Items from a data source
BEGIN
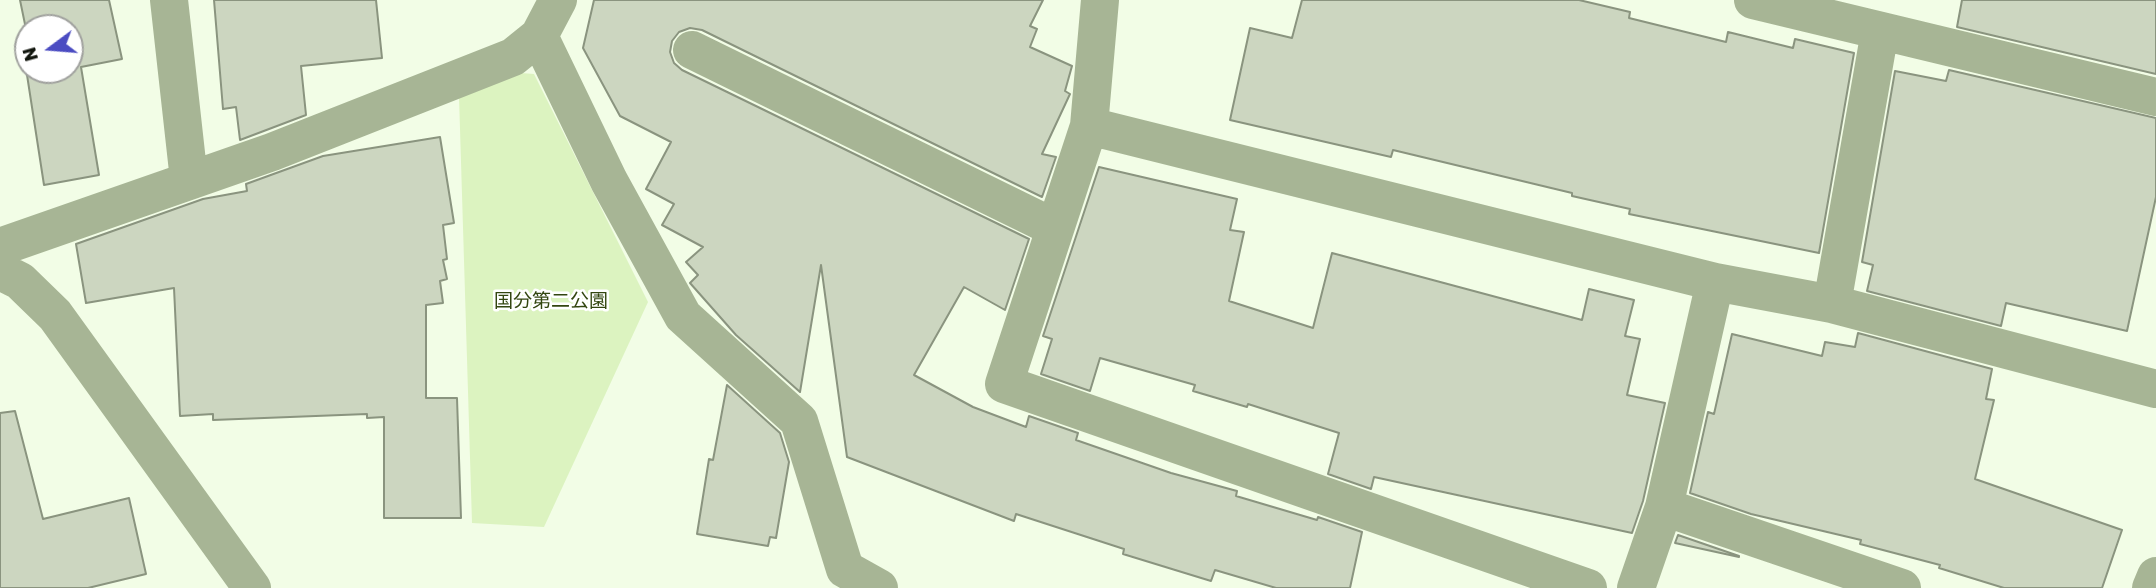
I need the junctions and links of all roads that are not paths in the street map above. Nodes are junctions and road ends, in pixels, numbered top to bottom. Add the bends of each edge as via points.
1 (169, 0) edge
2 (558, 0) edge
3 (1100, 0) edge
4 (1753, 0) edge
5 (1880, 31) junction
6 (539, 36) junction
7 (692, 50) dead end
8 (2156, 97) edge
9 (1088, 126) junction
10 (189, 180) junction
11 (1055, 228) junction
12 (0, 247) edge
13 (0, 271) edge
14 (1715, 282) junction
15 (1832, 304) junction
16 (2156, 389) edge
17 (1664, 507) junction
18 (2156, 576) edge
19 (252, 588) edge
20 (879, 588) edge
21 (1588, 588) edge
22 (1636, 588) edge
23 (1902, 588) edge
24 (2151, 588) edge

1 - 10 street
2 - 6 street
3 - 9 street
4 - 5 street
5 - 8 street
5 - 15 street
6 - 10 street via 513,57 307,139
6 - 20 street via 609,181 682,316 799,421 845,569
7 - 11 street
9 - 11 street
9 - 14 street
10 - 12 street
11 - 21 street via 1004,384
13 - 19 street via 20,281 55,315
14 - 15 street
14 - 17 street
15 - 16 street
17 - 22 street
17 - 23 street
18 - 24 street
END
Without the pictures, please output every record exactly.

I need the junctions and links of all roads that are not paths in the street map above. Nodes are junctions and road ends, in pixels, numbered top to bottom. Add the bends of each edge as via points.
1 (169, 0) edge
2 (558, 0) edge
3 (1100, 0) edge
4 (1753, 0) edge
5 (1880, 31) junction
6 (539, 36) junction
7 (692, 50) dead end
8 (2156, 97) edge
9 (1088, 126) junction
10 (189, 180) junction
11 (1055, 228) junction
12 (0, 247) edge
13 (0, 271) edge
14 (1715, 282) junction
15 (1832, 304) junction
16 (2156, 389) edge
17 (1664, 507) junction
18 (2156, 576) edge
19 (252, 588) edge
20 (879, 588) edge
21 (1588, 588) edge
22 (1636, 588) edge
23 (1902, 588) edge
24 (2151, 588) edge

1 - 10 street
2 - 6 street
3 - 9 street
4 - 5 street
5 - 8 street
5 - 15 street
6 - 10 street via 513,57 307,139
6 - 20 street via 609,181 682,316 799,421 845,569
7 - 11 street
9 - 11 street
9 - 14 street
10 - 12 street
11 - 21 street via 1004,384
13 - 19 street via 20,281 55,315
14 - 15 street
14 - 17 street
15 - 16 street
17 - 22 street
17 - 23 street
18 - 24 street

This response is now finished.